On Jul 4, 2007, at 10:40 AM, David Jencks wrote:
We've run into a bit of a problem with javaee app clients and logins. We need the same security configuration to support both remote access to openejb and web services security. Remote access to openejb currently requires a "remote login" that ends up with an identity token on the client that is sent to openejb in each request, and that openejb uses to look up the previously logged in Subject. The web services security involves the client login configuration putting a private credential containing the username/ password to use for the web services call into the Subject. I can't figure out how to combine a "server side" login module that produces the identity token with a client side login module that produces the private credential. If I can't figure out how to do this I have some doubts many of our users will be able to figure it out either. I things there's general agreement that the remote login mechanism is a bad idea and should be removed in favor of some kind of security assertion idea. I really don't like how the remote login occurs over a completely different channel than the openejb remote calls themselves.

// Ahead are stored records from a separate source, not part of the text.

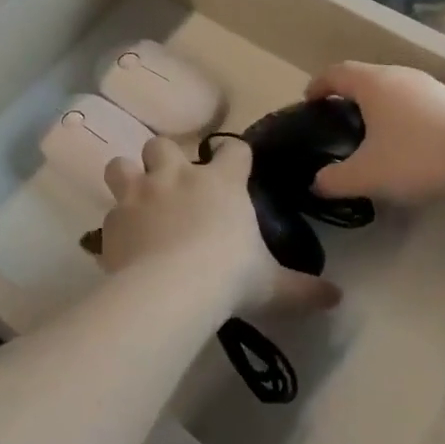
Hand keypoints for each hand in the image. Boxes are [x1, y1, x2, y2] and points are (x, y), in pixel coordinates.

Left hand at [102, 137, 340, 317]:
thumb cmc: (229, 276)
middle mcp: (178, 177)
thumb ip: (303, 289)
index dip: (234, 154)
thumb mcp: (273, 285)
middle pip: (163, 144)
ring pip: (121, 165)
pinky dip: (114, 223)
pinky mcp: (113, 219)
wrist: (172, 289)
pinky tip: (121, 242)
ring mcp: (140, 194)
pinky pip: (107, 212)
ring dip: (127, 177)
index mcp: (222, 183)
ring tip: (135, 199)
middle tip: (172, 184)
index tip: (235, 164)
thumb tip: (337, 299)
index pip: (233, 149)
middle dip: (164, 158)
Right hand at [307, 62, 444, 204]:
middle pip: (364, 76)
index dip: (318, 84)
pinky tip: (405, 140)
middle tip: (337, 118)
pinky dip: (400, 113)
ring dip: (376, 103)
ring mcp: (428, 85)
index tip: (308, 100)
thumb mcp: (367, 175)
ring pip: (391, 87)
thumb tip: (316, 183)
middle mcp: (398, 75)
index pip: (336, 73)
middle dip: (347, 94)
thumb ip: (335, 179)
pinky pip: (413, 100)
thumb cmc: (415, 157)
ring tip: (370, 130)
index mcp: (373, 83)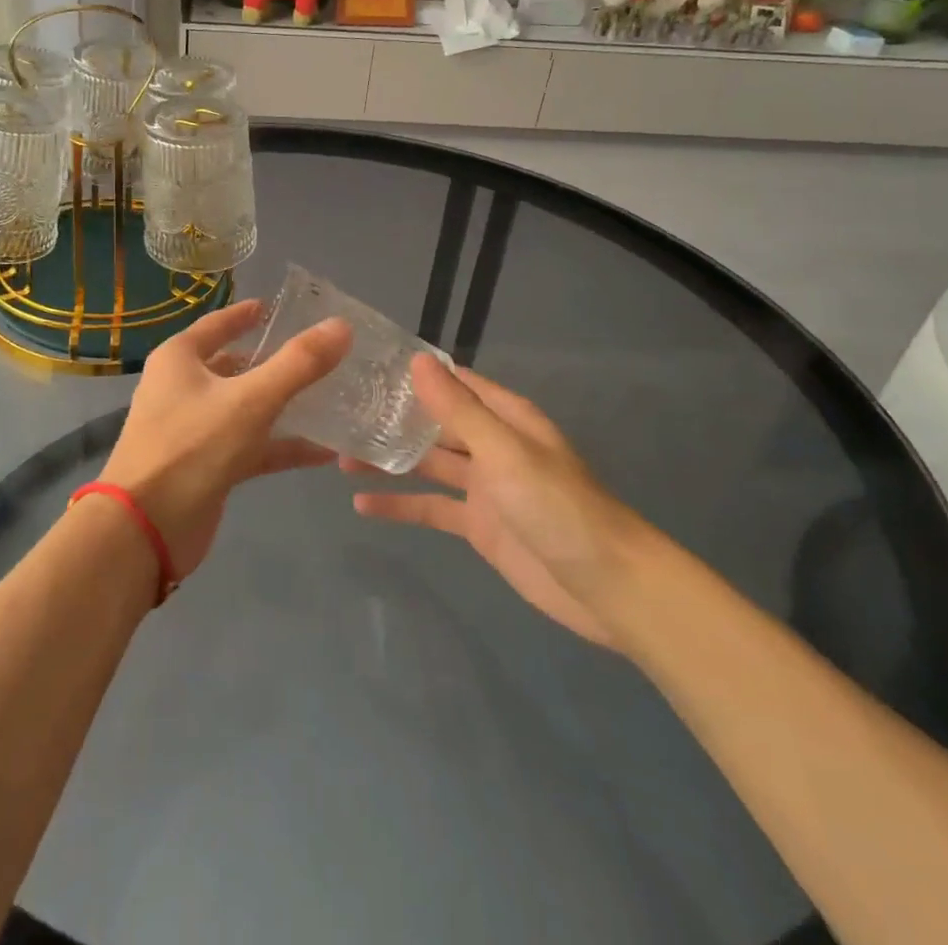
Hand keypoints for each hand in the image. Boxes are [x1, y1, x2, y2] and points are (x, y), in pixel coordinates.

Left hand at [96, 300, 350, 578]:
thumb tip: (341, 326)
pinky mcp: (208, 466)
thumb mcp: (250, 400)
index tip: (275, 308)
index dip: (246, 315)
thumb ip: (298, 364)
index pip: (218, 324)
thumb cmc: (191, 447)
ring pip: (246, 408)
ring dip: (283, 405)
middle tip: (319, 354)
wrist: (145, 530)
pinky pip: (251, 447)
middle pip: (235, 366)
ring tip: (331, 398)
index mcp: (180, 359)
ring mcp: (194, 429)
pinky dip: (282, 446)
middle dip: (273, 362)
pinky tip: (324, 452)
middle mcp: (183, 388)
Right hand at [345, 357, 648, 647]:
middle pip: (435, 424)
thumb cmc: (558, 506)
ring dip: (389, 461)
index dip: (414, 374)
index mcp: (504, 418)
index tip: (368, 367)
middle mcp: (491, 445)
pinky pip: (432, 508)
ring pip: (427, 465)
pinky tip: (362, 504)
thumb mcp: (505, 452)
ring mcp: (484, 488)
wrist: (608, 587)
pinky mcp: (478, 526)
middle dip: (393, 418)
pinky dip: (400, 505)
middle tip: (340, 413)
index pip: (454, 383)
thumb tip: (417, 361)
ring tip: (338, 456)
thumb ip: (458, 410)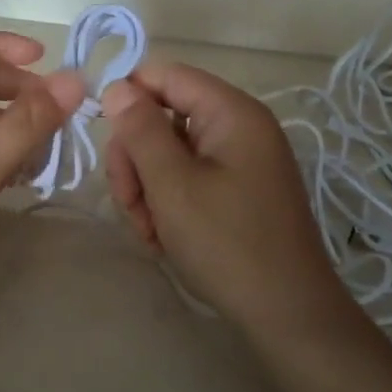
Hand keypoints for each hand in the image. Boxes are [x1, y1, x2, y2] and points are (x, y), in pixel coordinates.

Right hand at [102, 62, 350, 339]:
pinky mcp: (238, 191)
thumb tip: (117, 87)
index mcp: (232, 112)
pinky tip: (163, 237)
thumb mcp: (172, 185)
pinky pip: (189, 178)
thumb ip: (141, 130)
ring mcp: (240, 161)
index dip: (128, 97)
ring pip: (170, 153)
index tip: (104, 136)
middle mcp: (239, 127)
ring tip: (149, 230)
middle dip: (136, 157)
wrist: (288, 317)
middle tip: (128, 202)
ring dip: (147, 187)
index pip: (166, 75)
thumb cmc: (227, 244)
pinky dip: (168, 202)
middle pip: (164, 117)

Took me a couple times through reading this and I get the proposed changes, though I did not follow the above part where you explain the issue. I guess I'd like to understand the parameters of the problem better before moving on to resolution details.

Not so much a concern more curious, was this an issue during G certification that just didn't have an affect on certification or has something changed since then and this is a new issue?

How were we doing web services security before? Did it work for EJBs too? (maybe that was the issue).

I really lost you when you stated an issue with web services security then jumped to solving the problem in the protocol that doesn't use web services. I can't figure out how these things connect.

Any help in understanding would be greatly appreciated.